How to complete this task:
Go through the data below and gather each line containing "down".

Saved data entries:

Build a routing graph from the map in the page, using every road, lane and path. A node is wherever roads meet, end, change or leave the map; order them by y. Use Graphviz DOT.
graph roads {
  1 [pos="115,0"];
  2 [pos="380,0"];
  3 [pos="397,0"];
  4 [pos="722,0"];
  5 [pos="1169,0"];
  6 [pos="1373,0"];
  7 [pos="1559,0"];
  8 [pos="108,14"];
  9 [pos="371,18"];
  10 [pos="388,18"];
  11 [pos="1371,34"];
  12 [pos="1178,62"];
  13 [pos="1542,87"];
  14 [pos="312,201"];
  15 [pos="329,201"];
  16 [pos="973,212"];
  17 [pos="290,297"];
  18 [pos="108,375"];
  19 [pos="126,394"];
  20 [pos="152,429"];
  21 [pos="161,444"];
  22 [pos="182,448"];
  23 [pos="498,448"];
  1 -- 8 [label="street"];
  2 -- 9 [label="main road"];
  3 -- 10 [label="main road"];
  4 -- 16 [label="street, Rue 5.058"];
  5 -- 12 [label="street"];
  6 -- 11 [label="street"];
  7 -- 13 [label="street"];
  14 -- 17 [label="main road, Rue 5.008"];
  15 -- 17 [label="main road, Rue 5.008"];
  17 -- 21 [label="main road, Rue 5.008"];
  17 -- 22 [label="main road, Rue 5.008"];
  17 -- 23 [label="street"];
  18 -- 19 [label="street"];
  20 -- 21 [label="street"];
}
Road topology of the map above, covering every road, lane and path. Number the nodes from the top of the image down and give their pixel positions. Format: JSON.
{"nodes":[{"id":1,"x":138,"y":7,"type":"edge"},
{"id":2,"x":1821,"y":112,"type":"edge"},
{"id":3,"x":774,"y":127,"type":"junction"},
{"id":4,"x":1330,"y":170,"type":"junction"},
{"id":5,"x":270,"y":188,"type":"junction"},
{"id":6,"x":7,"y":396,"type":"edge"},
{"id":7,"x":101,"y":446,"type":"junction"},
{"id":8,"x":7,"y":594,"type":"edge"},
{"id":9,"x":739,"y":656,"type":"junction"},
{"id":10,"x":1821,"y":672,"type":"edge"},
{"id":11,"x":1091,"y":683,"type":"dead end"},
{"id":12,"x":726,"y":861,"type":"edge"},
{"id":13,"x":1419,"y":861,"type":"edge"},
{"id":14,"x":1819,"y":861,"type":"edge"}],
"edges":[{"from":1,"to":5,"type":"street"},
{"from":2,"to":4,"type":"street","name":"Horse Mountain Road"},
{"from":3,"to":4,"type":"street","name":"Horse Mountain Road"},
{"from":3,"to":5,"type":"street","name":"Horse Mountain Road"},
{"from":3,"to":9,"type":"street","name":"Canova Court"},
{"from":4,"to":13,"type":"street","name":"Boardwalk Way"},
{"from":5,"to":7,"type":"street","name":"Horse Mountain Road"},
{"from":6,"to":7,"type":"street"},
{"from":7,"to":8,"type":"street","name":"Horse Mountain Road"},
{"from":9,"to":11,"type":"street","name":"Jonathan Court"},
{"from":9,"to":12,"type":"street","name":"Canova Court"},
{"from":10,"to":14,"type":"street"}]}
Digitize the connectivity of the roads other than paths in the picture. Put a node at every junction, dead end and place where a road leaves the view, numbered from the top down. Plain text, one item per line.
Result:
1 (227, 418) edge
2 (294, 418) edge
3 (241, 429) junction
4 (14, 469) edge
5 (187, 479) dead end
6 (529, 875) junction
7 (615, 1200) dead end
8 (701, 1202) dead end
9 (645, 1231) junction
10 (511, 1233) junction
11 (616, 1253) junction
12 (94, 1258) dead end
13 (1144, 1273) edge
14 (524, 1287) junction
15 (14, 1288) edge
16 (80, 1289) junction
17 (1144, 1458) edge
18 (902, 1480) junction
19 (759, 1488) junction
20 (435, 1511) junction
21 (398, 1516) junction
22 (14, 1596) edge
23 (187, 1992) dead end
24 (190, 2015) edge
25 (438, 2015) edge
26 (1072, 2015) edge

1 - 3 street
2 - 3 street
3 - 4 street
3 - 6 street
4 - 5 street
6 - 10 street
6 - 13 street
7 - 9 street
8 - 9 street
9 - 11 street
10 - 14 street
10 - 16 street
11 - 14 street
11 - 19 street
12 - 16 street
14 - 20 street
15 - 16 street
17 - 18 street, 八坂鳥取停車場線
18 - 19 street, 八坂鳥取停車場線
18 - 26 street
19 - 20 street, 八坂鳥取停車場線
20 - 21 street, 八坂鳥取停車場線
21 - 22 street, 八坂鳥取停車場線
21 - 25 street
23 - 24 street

Worked solution:
Road topology of the map above, covering every road, lane and path. Number the nodes from the top of the image down and give their pixel positions. Format: JSON.
Digitize the connectivity of the roads other than paths in the picture. Put a node at every junction, dead end and place where a road leaves the view, numbered from the top down. Plain text, one item per line.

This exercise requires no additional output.